The Justice Department said in the lawsuit that it is intervening in a suit filed on May 29 by the bishops of Washington’s three dioceses challenging the law’s constitutionality.
Assistant Attorney General Harmeet K. Dhillon of the Justice Department’s Civil Rights Division said in a news release: “Laws that explicitly target religious practices such as the Sacrament of Confession in the Catholic Church have no place in our society.
“Senate Bill 5375 unconstitutionally forces Catholic priests in Washington to choose between their obligations to the Catholic Church and their penitents or face criminal consequences,” Dhillon said. “The Justice Department will not sit idly by when states mount attacks on the free exercise of religion.”
The Justice Department lawsuit, filed in U.S. District Court for the Western District of Washington in Tacoma, names as defendants the state of Washington and Democratic Governor Bob Ferguson, who signed the legislation into law on May 2.

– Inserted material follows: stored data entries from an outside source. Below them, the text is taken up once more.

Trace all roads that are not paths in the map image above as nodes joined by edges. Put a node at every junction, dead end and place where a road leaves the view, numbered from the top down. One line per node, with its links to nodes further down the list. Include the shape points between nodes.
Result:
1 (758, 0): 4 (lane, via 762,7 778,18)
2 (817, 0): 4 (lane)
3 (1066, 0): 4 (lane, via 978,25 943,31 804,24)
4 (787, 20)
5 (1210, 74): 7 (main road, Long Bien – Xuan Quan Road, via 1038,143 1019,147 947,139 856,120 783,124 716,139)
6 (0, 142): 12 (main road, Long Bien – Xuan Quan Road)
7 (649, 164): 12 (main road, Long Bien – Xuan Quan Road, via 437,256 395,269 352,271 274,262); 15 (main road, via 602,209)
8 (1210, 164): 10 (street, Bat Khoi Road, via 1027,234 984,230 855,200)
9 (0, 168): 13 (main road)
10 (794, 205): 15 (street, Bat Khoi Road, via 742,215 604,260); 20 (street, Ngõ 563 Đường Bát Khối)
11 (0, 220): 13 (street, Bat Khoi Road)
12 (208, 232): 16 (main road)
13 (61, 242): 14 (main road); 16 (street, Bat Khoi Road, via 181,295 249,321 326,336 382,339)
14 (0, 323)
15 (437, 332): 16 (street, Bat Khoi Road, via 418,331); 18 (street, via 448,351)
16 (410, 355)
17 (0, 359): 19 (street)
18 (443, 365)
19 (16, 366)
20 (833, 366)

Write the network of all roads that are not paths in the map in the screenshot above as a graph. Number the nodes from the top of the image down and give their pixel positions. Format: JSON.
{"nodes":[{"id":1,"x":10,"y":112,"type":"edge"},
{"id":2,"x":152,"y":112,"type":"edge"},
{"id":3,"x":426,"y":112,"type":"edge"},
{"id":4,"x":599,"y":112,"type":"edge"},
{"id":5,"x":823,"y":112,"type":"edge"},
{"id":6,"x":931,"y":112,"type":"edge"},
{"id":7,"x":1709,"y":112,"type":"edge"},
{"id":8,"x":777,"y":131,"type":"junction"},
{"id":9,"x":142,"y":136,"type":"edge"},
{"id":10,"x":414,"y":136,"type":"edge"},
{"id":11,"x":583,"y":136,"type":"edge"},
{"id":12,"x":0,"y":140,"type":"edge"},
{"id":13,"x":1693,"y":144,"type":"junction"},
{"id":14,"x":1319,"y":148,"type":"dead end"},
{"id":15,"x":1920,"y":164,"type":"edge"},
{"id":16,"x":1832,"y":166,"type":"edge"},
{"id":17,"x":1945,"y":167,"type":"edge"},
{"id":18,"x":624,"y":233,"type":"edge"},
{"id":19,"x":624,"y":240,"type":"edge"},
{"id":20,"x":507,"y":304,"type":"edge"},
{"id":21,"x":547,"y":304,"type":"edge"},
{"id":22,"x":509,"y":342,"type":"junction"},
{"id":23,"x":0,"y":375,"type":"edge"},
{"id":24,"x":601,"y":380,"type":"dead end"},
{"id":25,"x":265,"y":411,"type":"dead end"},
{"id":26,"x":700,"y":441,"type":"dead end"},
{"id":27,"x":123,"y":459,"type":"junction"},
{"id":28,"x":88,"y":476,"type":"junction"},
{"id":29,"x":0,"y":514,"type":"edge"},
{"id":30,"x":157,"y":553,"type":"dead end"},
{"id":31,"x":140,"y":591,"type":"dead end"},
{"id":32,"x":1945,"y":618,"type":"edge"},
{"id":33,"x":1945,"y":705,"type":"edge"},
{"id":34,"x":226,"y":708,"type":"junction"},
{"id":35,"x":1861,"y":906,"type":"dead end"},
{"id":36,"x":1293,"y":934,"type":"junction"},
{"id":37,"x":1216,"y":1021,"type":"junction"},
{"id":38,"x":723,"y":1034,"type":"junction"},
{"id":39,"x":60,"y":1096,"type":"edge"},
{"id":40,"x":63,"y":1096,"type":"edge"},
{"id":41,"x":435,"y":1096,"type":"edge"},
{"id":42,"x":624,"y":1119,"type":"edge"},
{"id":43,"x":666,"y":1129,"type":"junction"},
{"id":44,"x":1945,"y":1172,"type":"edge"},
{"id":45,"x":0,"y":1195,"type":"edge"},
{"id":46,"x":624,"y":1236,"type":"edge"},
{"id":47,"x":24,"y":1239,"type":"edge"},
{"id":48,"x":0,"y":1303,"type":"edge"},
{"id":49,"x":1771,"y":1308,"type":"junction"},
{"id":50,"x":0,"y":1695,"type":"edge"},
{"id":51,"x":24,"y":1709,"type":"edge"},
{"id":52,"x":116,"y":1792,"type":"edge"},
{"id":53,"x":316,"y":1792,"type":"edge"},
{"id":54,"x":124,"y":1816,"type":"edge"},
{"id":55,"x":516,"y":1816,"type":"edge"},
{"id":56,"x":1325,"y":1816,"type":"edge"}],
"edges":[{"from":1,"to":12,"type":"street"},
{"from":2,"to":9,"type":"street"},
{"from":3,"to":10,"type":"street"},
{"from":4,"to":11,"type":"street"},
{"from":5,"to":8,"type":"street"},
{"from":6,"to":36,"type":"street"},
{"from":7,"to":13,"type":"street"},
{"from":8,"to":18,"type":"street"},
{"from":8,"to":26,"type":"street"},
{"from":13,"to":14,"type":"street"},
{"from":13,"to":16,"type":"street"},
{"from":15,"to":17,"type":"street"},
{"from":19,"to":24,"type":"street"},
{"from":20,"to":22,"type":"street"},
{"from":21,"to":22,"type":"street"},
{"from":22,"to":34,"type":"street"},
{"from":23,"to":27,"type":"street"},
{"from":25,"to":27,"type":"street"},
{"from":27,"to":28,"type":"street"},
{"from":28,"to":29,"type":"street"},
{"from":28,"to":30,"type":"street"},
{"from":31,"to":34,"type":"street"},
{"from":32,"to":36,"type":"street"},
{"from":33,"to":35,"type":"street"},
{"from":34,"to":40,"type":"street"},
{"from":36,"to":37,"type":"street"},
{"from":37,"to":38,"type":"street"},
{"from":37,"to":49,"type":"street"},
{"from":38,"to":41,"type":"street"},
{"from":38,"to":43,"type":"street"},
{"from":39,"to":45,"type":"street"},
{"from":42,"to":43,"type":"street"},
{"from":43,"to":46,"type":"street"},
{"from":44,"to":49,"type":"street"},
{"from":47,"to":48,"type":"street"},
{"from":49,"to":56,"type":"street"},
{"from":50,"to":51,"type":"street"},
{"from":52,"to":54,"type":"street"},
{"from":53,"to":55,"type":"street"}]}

The law stipulates that priests must report suspected child abuse or neglect revealed during confession to law enforcement or the state’s Department of Children, Youth and Families.
In early May, the Trump administration’s Justice Department launched an investigation into what it called the “anti-Catholic” law. The department said at the time that the law “appears on its face to violate the First Amendment” guarantee of religious freedom.
A group of Orthodox churches and an Orthodox priest also have also filed a federal lawsuit challenging the constitutionality of the law. They made the same argument as the Justice Department and the Catholic bishops: that the law violates the First Amendment right to religious freedom and the 14th Amendment’s Equal Protection Clause.
Like Catholic priests, Orthodox priests are forbidden to share what they hear in confession and can be removed from the priesthood for doing so.
Attorneys representing the Orthodox churches and the priest stated in their June 16 lawsuit: “The Orthodox Church today teaches that priests have a strict religious duty to maintain the absolute confidentiality of what is disclosed in the Sacrament of Confession. Violating this mandatory religious obligation is a canonical crime and a grave sin, with severe consequences for the offending priest, including removal from the priesthood.”
The suit also said “people are unlikely to come to the sacrament and receive God’s mercy and forgiveness if they fear that their priests will share their sins with others.”
Attorneys for the Catholic bishops wrote in their lawsuit: “Washington is targeting the Roman Catholic Church in a brazen act of religious discrimination. Without any basis in law or fact, Washington now puts Roman Catholic priests to an impossible choice: violate 2,000 years of Church teaching and incur automatic excommunication or refuse to comply with Washington law and be subject to imprisonment, fine, and civil liability….
“The object of this law is clear: subject Roman Catholic clergy to dictates of the state.”
The suit said the state’s three dioceses have already adopted policies to protect children that go beyond the requirements of existing state law on reporting child abuse and neglect. The policies mandate reporting to authorities suspected abuse by clergy and other Church personnel except when it is revealed during confession, according to the lawsuit.
A broad array of organizations representing clergy sexual abuse victims, Catholic and Jewish clergy, Native American tribes, law enforcement, crisis counselors and children’s advocates lined up in support of the legislation.
But after signing the measure, Ferguson, a Catholic, said: “Protecting our kids, first, is the most important thing. This bill protects Washingtonians from abuse and harm.”
About 30 U.S. states now include clergy among those required to report child abuse or neglect, though most of them allow exceptions for information about abuse shared during confession. In a handful of states, including North Carolina, Texas and Oklahoma, failure to report child abuse revealed in confession is a criminal offense, but it’s unclear whether any priests have been prosecuted for violations.